_WORK TO COMPLETE_. Isolate every line in the data with the string "dead" and copy it.

(Collected data entries)
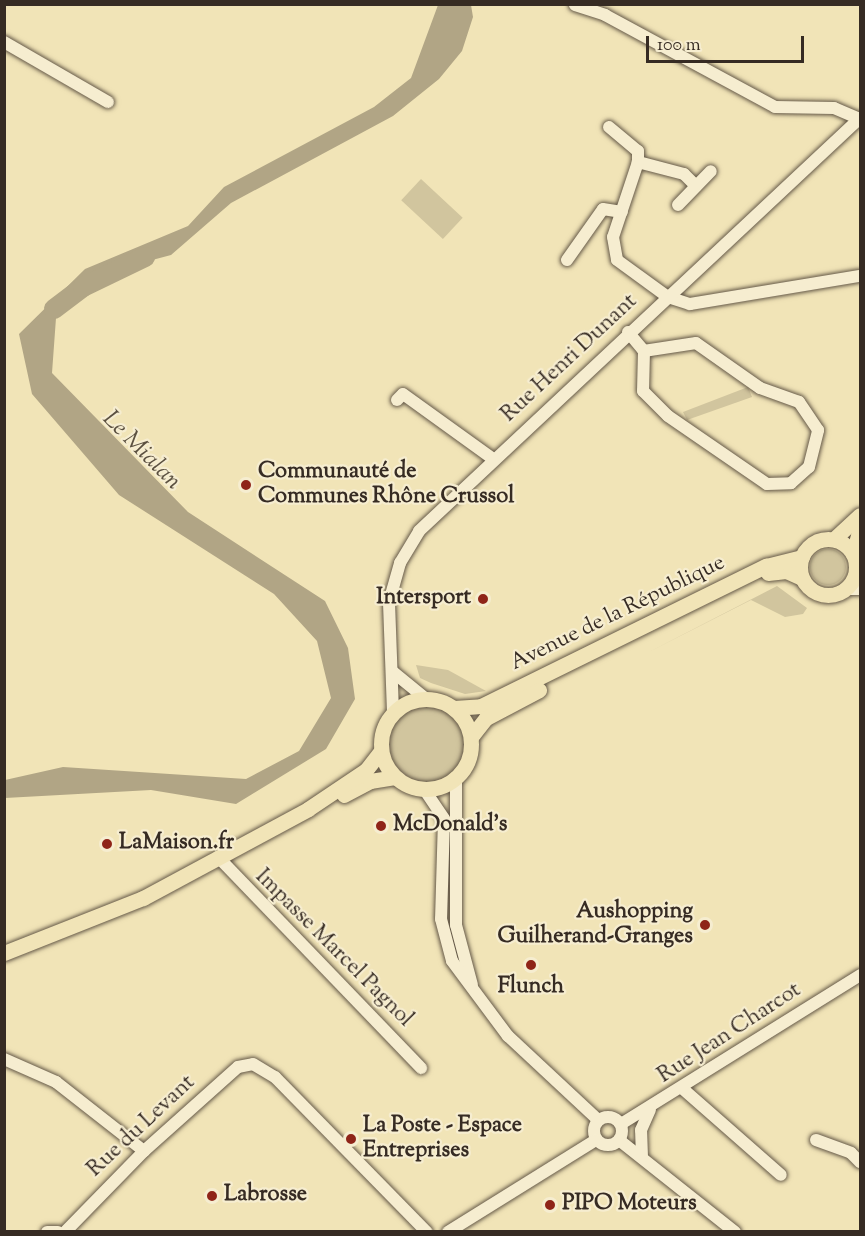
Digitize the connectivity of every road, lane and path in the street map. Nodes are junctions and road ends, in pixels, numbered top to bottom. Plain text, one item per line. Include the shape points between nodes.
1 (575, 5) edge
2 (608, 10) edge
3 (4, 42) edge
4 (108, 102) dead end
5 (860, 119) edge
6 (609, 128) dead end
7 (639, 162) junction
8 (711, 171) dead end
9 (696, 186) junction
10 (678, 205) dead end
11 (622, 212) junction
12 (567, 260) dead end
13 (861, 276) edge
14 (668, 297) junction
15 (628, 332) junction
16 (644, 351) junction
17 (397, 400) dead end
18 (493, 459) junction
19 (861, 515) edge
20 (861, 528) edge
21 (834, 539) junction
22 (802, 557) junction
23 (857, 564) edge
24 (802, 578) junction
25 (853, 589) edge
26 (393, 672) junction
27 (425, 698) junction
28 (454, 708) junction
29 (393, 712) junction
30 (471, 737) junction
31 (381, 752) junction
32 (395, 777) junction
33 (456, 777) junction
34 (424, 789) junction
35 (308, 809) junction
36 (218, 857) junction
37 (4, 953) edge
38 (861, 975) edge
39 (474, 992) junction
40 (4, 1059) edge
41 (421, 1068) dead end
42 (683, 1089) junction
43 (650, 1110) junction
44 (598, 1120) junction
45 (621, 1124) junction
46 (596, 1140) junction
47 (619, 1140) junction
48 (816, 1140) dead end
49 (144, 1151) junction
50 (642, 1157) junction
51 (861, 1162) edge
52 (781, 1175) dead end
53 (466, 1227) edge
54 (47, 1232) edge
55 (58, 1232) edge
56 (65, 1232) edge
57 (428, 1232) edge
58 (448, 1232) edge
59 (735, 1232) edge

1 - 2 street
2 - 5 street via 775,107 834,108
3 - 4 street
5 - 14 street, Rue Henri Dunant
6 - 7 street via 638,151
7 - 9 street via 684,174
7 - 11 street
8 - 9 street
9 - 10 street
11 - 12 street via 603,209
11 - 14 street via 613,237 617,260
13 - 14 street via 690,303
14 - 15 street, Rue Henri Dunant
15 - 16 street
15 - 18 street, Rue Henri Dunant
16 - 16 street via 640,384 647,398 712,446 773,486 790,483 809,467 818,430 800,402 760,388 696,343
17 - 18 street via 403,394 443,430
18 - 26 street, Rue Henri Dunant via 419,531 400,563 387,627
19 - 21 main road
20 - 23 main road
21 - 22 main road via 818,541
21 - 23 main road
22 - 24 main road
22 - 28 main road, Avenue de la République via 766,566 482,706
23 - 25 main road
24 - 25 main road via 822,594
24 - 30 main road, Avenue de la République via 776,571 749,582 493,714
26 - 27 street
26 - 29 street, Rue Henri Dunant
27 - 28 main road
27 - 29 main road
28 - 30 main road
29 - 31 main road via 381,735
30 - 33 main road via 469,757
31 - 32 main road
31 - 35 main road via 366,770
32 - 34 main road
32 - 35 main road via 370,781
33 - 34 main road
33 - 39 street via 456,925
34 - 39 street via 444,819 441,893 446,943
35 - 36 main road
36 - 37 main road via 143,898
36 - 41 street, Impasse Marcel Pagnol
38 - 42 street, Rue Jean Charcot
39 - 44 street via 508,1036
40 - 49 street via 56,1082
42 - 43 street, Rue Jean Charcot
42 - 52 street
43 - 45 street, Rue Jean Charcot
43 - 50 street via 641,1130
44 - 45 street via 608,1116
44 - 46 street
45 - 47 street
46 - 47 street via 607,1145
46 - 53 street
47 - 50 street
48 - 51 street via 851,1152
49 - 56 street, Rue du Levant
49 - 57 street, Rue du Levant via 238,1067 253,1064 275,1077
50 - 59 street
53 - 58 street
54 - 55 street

_SOLUTION BELOW_.
4 (108, 102) dead end
6 (609, 128) dead end
8 (711, 171) dead end
10 (678, 205) dead end
12 (567, 260) dead end
17 (397, 400) dead end
41 (421, 1068) dead end
48 (816, 1140) dead end
52 (781, 1175) dead end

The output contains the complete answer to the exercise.